A new study published in the medical journal Pediatrics suggests that profanity in the media such as television and video games can cause aggressive behavior in middle school students. Researchers at Brigham Young University gathered information from 223 middle school students in the Midwest to come to the conclusion that profanity can lead to aggressive behavior.

While the data collected is not longitudinal, BYU family life Professor Sarah Coyne says that the statistical techniques applied in the study gave researchers more clues than simple correlation tests. According to her, the statistical modeling used points to a chain reaction where exposure to profanity is associated with acceptance and use of profanity, which results in an influence to both "physical and relational aggression."

"On the whole, it's a moderate effect" said Coyne, the lead author of the Pediatrics study. "We even ran the statistical model the opposite way to test if the violent kids used more profanity and then sought it out in the media, but the first path we took was a much better statistical fit even when we tried other explanations."

Brad Bushman, an Ohio State University "media expert" (he was not involved in the study) agrees with the research (which he has reviewed).

"This research shows that profanity is not harmless," said Bushman, a mass communications professor. "Children exposed to profanity in the media think that such language is 'normal,' which may reduce their inhibitions about using profanity themselves. And children who use profanity are more likely to aggress against others. These are very important findings for parents, teachers, and pediatricians."

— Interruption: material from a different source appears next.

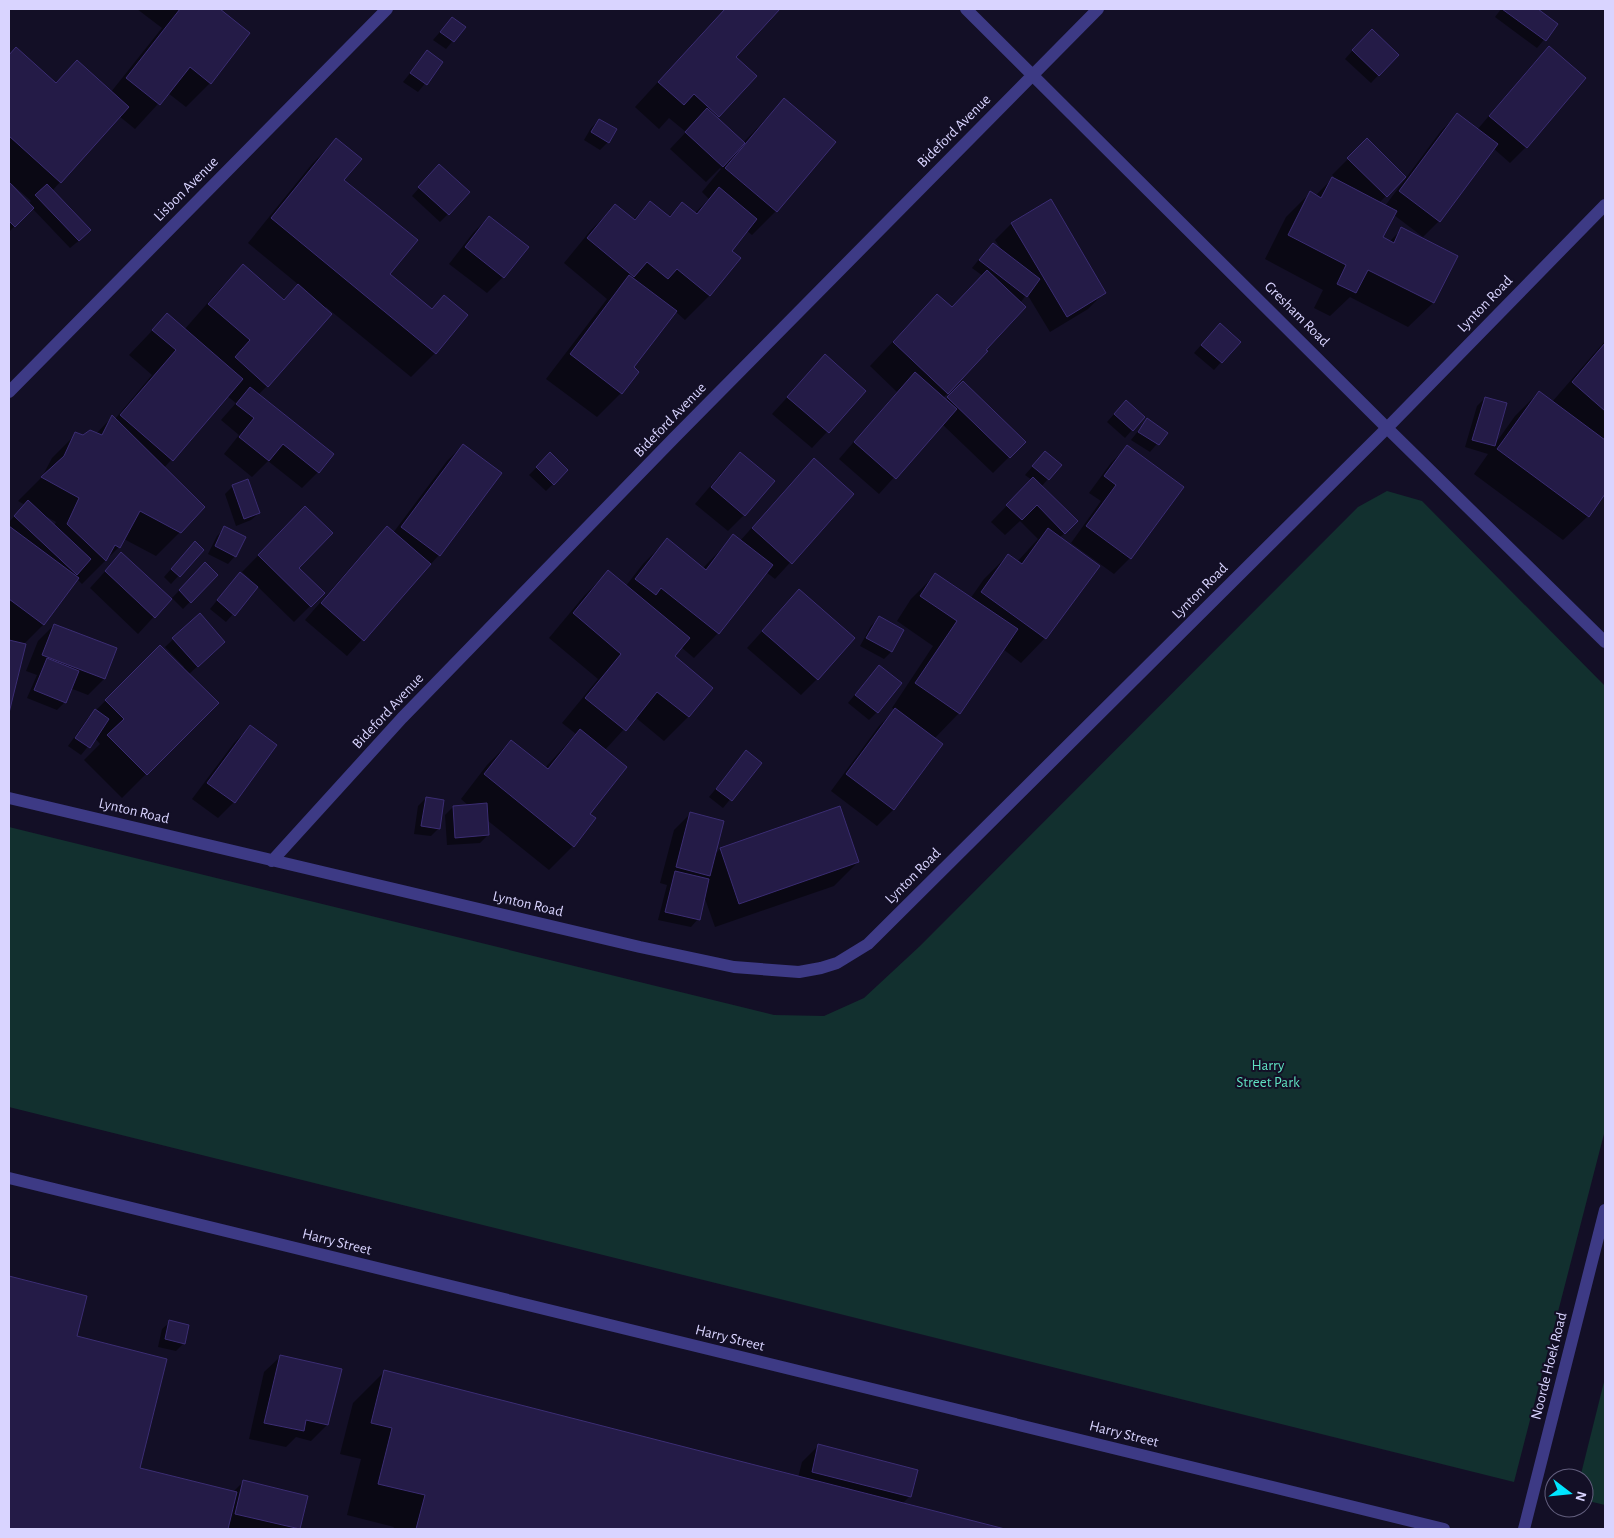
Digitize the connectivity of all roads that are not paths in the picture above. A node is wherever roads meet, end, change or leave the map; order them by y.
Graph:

Coyne calls profanity "a stepping stone," where kids try profanity out for themselves, which leads to "a downward slide toward more aggressive behavior."

On the plus side, Coyne says the ratings systems for games and TV were "ahead of their time" by steering young people away from profanity without scientific research to state why. But Coyne says that she sees a new gap in the video game ratings system when it comes to educating parents about online games where players interact with each other.